Coaches will be in a “modified bubble,” as some will come in and out for weeks at a time. Players and coaches will be COVID-19 tested as well as masked and socially-distanced from each other during sessions, but players will have a player-only lounge they can convene in more casually.  

For the program’s inaugural year, there will be a maximum of seven offensive lineman, seven defensive linemen, and four running backs — but plans for next year include expanding to all positions. When the campus gets its Center for Performance, which includes an 80,000-square-foot field house and is expected to be completed in 2022, it will become the academy’s headquarters.

“After the cuts happened at the end of training camp, we let the dust settle and evaluate who was released and who was signed back to practice squads. And from that remaining free agent list, our personnel department — who are all NFL-experienced and NFL veterans — we grade out all the players and rank them ourselves, much like a pro personnel department does for each team,” Dalton said. 

If a player gets signed and leaves the academy, the next-highest ranked player will be invited to join. 

Crawford sees live content opportunities in the setup.

“COVID, of course, was impacting us a little bit this year, but you have the ability to have live events and I’ll call them pro days — but they’re not necessarily that — but watching how these kids are developed, people are going to be interested to come and see,” Crawford said.  “Our intention would be to continue to think about how we leverage this live content and this developmental academy across a different business vertical, which is media.”

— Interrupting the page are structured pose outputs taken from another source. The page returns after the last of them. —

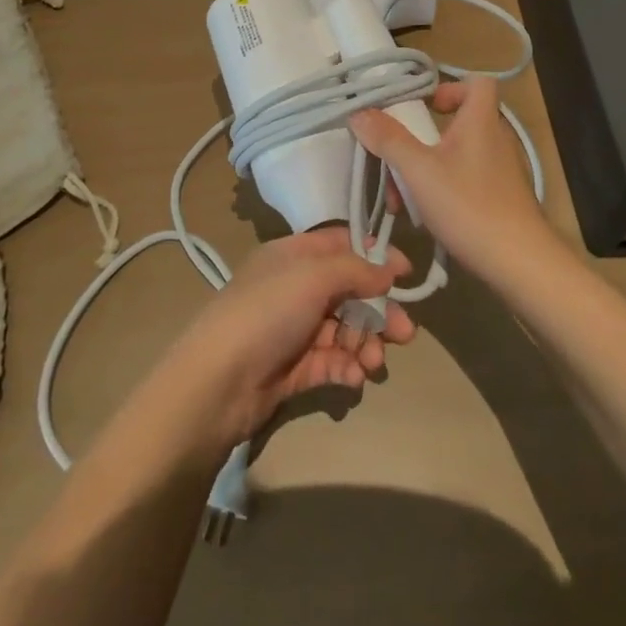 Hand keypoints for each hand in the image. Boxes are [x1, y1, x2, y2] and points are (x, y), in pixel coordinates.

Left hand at [156, 229, 415, 449]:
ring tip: (374, 363)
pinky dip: (347, 368)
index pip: (340, 245)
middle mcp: (295, 288)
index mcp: (293, 255)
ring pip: (344, 330)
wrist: (219, 381)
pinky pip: (332, 362)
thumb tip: (389, 270)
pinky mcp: (296, 368)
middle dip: (378, 310)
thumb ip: (355, 270)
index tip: (406, 274)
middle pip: (349, 291)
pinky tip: (354, 378)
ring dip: (365, 344)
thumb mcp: (312, 276)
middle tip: (405, 333)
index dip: (374, 255)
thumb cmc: (267, 311)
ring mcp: (295, 329)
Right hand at [349, 76, 553, 284]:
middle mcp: (493, 139)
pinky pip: (463, 178)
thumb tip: (359, 112)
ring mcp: (499, 170)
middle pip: (455, 122)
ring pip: (454, 155)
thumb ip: (389, 140)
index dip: (448, 86)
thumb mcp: (419, 171)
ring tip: (399, 198)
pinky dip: (440, 188)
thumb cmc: (470, 206)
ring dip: (423, 169)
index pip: (476, 82)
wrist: (521, 265)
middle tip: (395, 158)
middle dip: (419, 138)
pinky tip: (422, 215)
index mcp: (480, 121)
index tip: (422, 106)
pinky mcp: (499, 197) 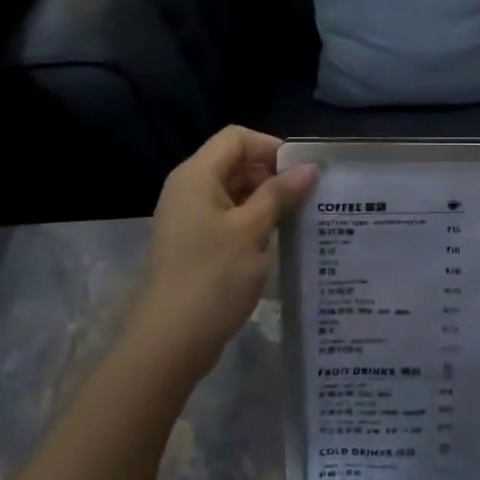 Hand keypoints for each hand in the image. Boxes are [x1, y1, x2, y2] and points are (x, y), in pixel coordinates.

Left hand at [136, 127, 317, 376]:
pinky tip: (280, 240)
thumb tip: (310, 168)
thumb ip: (280, 194)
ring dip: (267, 200)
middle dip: (272, 174)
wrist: (169, 342)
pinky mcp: (195, 245)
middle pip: (235, 162)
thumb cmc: (213, 277)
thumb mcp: (253, 230)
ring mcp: (190, 219)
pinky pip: (229, 218)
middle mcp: (189, 189)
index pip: (237, 138)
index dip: (271, 147)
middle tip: (309, 195)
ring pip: (235, 192)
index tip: (302, 172)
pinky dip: (254, 221)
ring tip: (301, 217)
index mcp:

Fans could see something like a “Hard Knocks” or “Last Chance U” series based on the academy come further down the line. 

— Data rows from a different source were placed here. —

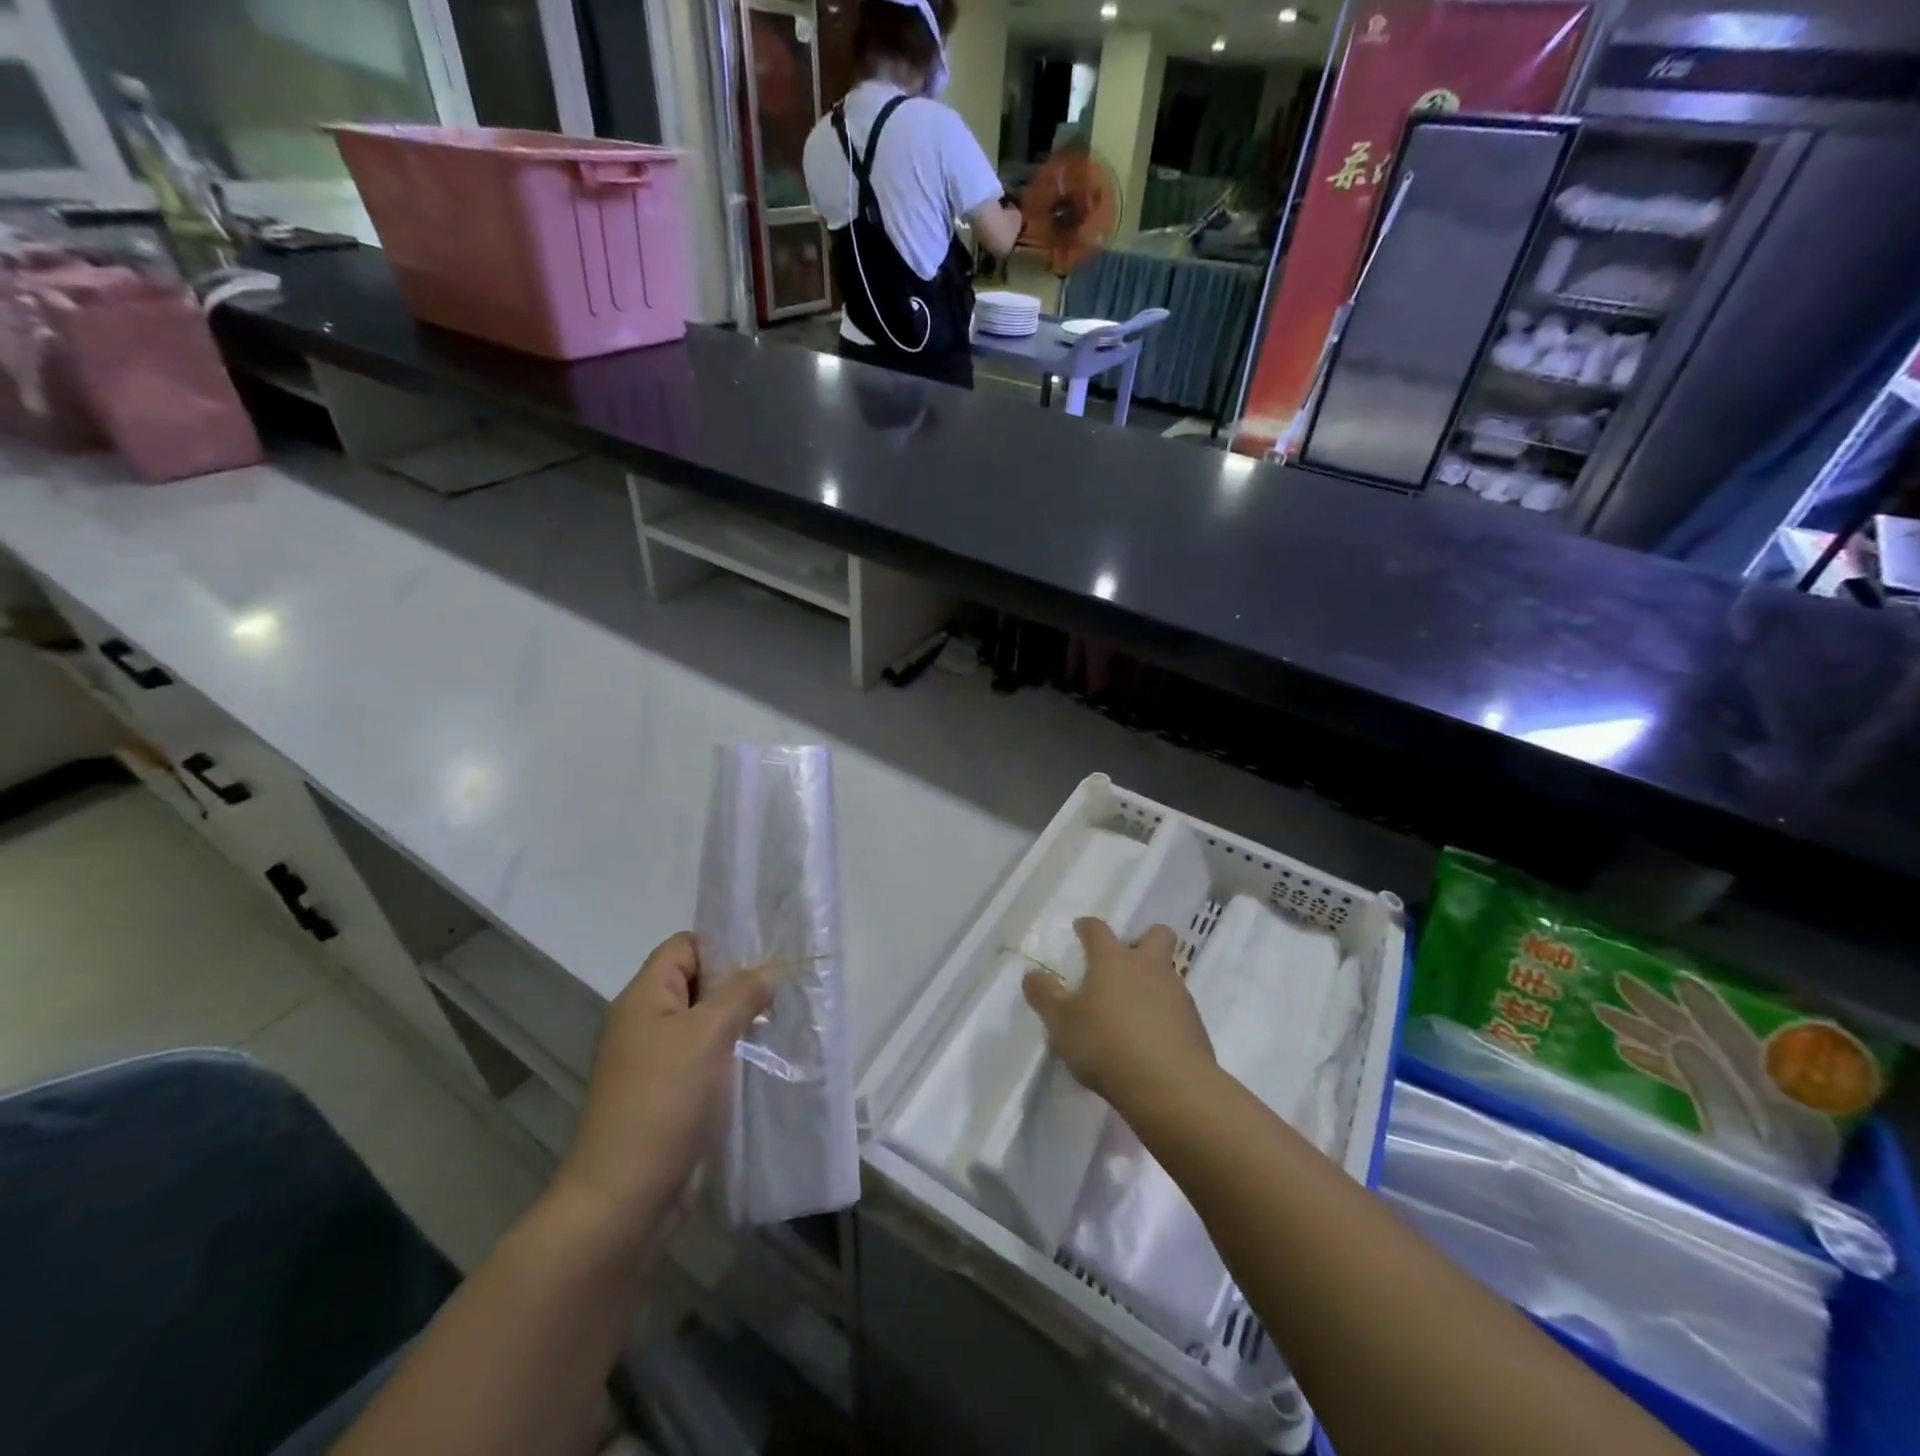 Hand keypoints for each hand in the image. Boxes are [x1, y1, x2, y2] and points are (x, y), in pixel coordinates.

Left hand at [557, 933, 772, 1237]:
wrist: (625, 1198)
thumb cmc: (663, 1101)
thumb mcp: (707, 1035)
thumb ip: (740, 994)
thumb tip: (766, 970)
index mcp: (644, 998)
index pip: (685, 947)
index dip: (723, 945)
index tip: (766, 956)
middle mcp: (647, 1022)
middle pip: (698, 983)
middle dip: (739, 984)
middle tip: (784, 989)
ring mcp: (658, 1061)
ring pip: (706, 1023)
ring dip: (741, 1021)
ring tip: (783, 1021)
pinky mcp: (672, 1095)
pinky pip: (708, 1058)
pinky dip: (734, 1054)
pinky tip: (766, 1058)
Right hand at [1022, 918, 1213, 1112]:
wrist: (1170, 1086)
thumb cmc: (1106, 1044)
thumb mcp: (1062, 1023)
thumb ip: (1045, 996)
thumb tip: (1031, 975)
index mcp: (1113, 960)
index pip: (1098, 929)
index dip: (1087, 927)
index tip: (1081, 930)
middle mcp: (1148, 967)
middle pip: (1156, 934)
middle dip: (1142, 940)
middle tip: (1125, 962)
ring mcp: (1177, 993)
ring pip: (1168, 973)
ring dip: (1153, 983)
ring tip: (1132, 1013)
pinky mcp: (1195, 1024)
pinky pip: (1178, 1008)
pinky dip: (1164, 1016)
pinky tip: (1150, 1041)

For the coaches, the academy is an opportunity to channel their “competitive intensity” back into the sport.  

“The dynamics of the relationship that you create with teammates and competitors in the game is unmatched. And so people want to maintain that connection. Our coaching staff have all lived tremendously successful and long careers in the NFL,” Dalton said. “And they like the give back park, the pay it forward part, and the helping the next generation part.”